## Stored items
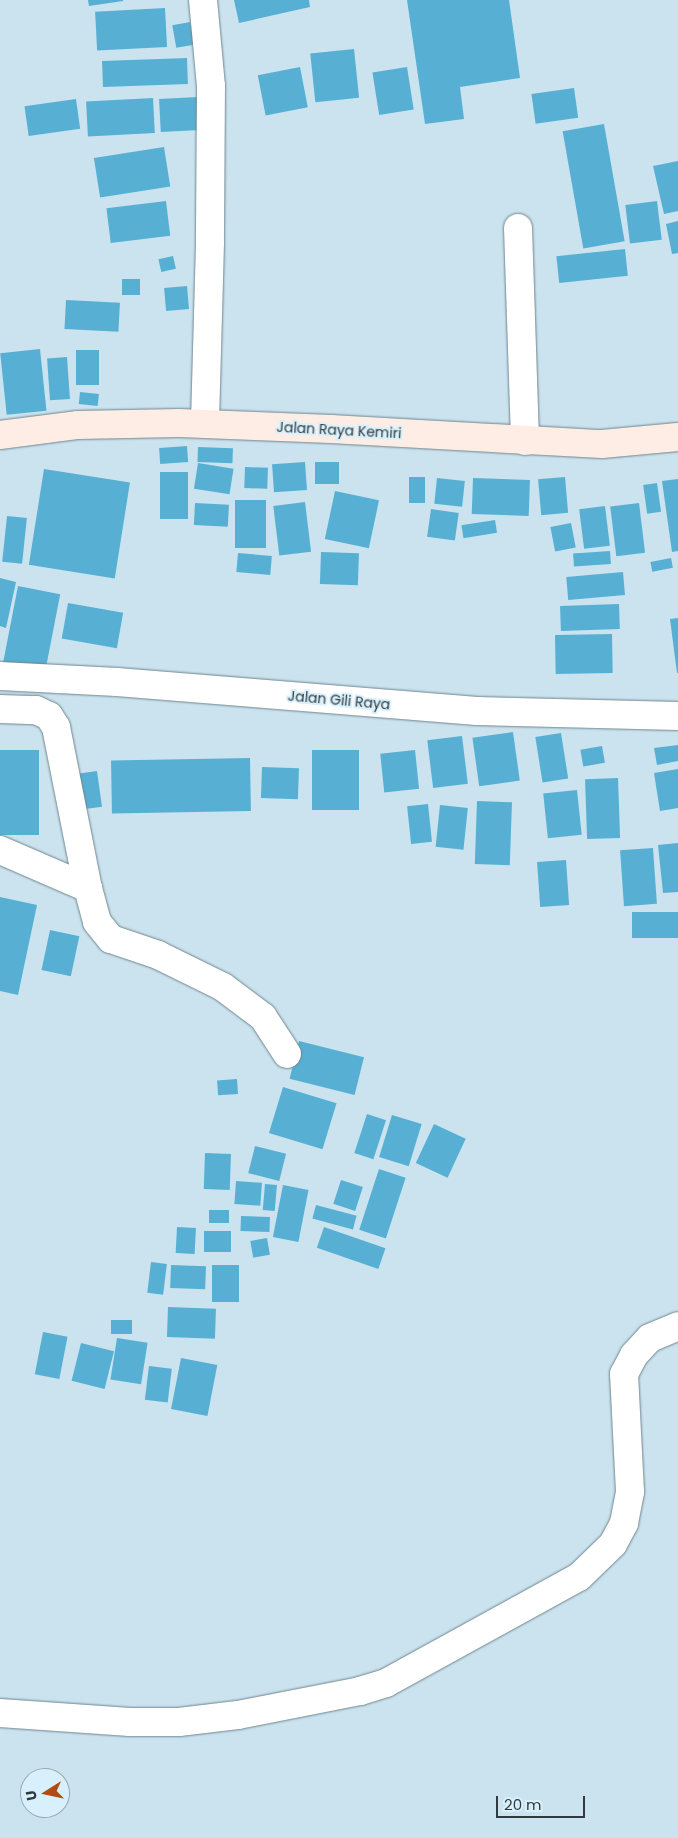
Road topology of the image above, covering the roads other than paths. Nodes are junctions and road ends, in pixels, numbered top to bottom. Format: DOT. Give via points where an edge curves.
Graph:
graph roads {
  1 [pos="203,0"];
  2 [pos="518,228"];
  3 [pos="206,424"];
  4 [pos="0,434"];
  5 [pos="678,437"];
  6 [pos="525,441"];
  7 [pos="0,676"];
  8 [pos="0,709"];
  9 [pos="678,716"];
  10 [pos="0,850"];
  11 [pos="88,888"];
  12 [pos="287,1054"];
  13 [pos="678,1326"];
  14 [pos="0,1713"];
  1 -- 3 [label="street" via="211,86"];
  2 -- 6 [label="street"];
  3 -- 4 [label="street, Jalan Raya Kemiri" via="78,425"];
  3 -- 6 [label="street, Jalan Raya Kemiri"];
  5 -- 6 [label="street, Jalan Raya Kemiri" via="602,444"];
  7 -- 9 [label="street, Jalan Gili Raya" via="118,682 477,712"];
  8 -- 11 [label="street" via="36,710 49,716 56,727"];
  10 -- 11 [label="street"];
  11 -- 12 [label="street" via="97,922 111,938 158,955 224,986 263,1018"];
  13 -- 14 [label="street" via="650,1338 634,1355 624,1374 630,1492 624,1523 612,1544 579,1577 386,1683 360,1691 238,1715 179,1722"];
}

## TRY IT
Each word of the data should be repeated exactly, and the pictures left out.

## ANSWER AREA
Road topology of the image above, covering the roads other than paths. Nodes are junctions and road ends, in pixels, numbered top to bottom. Format: DOT. Give via points where an edge curves.
Graph:
graph roads {
  1 [pos="203,0"];
  2 [pos="518,228"];
  3 [pos="206,424"];
  4 [pos="0,434"];
  5 [pos="678,437"];
  6 [pos="525,441"];
  7 [pos="0,676"];
  8 [pos="0,709"];
  9 [pos="678,716"];
  10 [pos="0,850"];
  11 [pos="88,888"];
  12 [pos="287,1054"];
  13 [pos="678,1326"];
  14 [pos="0,1713"];
  1 -- 3 [label="street" via="211,86"];
  2 -- 6 [label="street"];
  3 -- 4 [label="street, Jalan Raya Kemiri" via="78,425"];
  3 -- 6 [label="street, Jalan Raya Kemiri"];
  5 -- 6 [label="street, Jalan Raya Kemiri" via="602,444"];
  7 -- 9 [label="street, Jalan Gili Raya" via="118,682 477,712"];
  8 -- 11 [label="street" via="36,710 49,716 56,727"];
  10 -- 11 [label="street"];
  11 -- 12 [label="street" via="97,922 111,938 158,955 224,986 263,1018"];
  13 -- 14 [label="street" via="650,1338 634,1355 624,1374 630,1492 624,1523 612,1544 579,1577 386,1683 360,1691 238,1715 179,1722"];
}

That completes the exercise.